There is a constant pull between recognition and change. The architecture offers a point of reference, while the color disrupts it. Gottlieb creates movement within a still image, guiding the eye through contrast and intensity rather than conventional composition. The gaze doesn’t settle. It continues to shift across the surface.
This effect is inseparable from her process. By painting directly onto Cibachrome prints, she engages physically with the image. There is no reliance on digital tools. Each mark remains visible, reinforcing the individuality of the work. The photograph serves as a base, but the final piece carries the accumulation of time and gesture. It holds both the original capture and the artist’s continued involvement.

In Lawnbowler’s Series: Life, the focus moves from architecture to human activity, while maintaining the same sense of transformation. The scene presents figures playing lawn bowling, but the environment resists natural behavior. The landscape becomes intensified, almost unreal. Bright greens dominate the ground, while surrounding foliage shifts into saturated pinks and layered textures.
The background plays a central role here. Gottlieb has described adjusting it to evoke different emotional tones, and that shift is evident. The figures remain relatively stable, but the environment changes around them. The setting becomes active, shaping the experience rather than simply framing it.

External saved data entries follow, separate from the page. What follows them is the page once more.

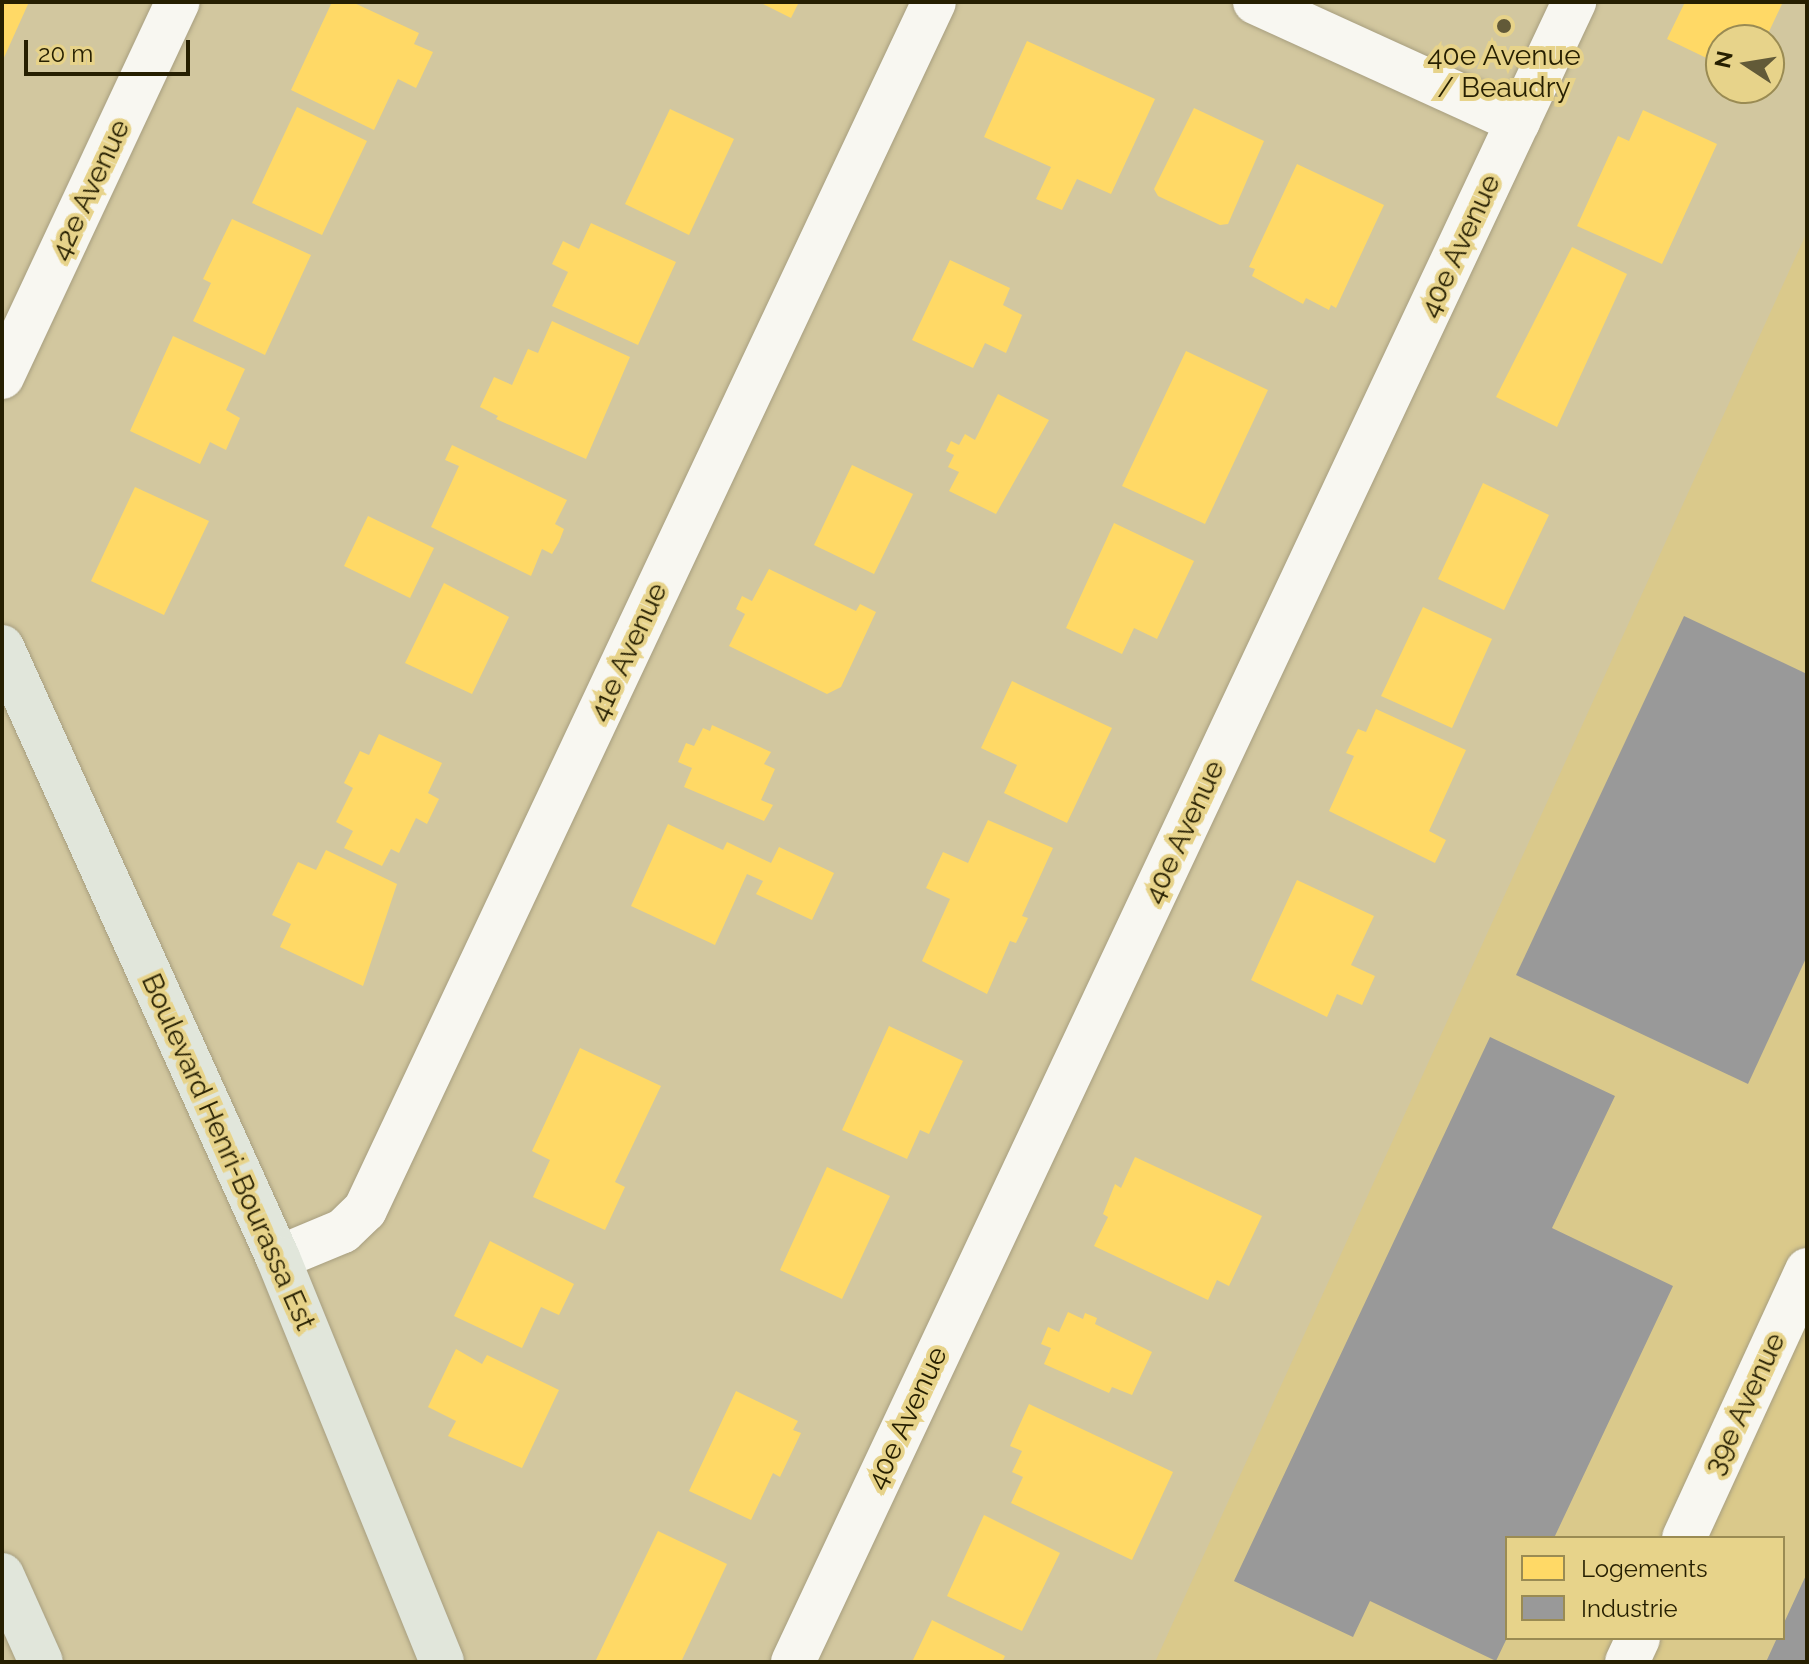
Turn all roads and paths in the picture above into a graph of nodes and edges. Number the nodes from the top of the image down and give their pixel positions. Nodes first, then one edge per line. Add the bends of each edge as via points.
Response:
1 (178, 2) edge
2 (934, 2) edge
3 (1255, 2) edge
4 (1574, 2) edge
5 (1518, 122) junction
6 (2, 377) edge
7 (2, 647) edge
8 (278, 1258) junction
9 (1807, 1270) edge
10 (1685, 1536) edge
11 (2, 1575) edge
12 (1637, 1640) edge
13 (41, 1662) edge
14 (442, 1662) edge
15 (793, 1662) edge
16 (1627, 1662) edge

1 - 6 street, 42e Avenue
2 - 8 street, 41e Avenue via 365,1210 343,1231
3 - 5 street
4 - 5 street, 40e Avenue
5 - 15 street, 40e Avenue
7 - 8 main road, Boulevard Henri-Bourassa Est
8 - 14 main road, Boulevard Henri-Bourassa Est
9 - 10 street, 39e Avenue
11 - 13 main road
12 - 16 street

The figures themselves are simplified, dressed in similar tones that allow them to blend into the scene while still holding their place. Their spacing creates a quiet rhythm. They are connected through the shared activity, yet each figure exists within its own space, suggesting both proximity and separation.
Color once again drives the work. It does not aim to describe reality but to construct an alternate version of it. The heightened palette introduces a sense of altered perception, as if the scene is being felt rather than observed. Gottlieb shifts the focus away from representation and toward experience.
A subtle narrative runs through the piece. The title Life suggests that the image extends beyond the activity itself. It becomes a reflection on participation and distance. The figures engage in a structured game, while the surrounding environment feels open and unpredictable. This contrast creates a quiet tension, echoing the balance between control and uncertainty.
Across both works, Gottlieb follows a consistent approach. She begins with recognizable imagery but moves beyond it through intervention. The photographic base anchors the work, while the hand-painted surface introduces variation and presence.
Her practice exists between mediums. It is not fully painting and not strictly photography. It is a hybrid form where color leads and structure adjusts. Each work asks for a different kind of attention, one that moves beyond identification and into perception.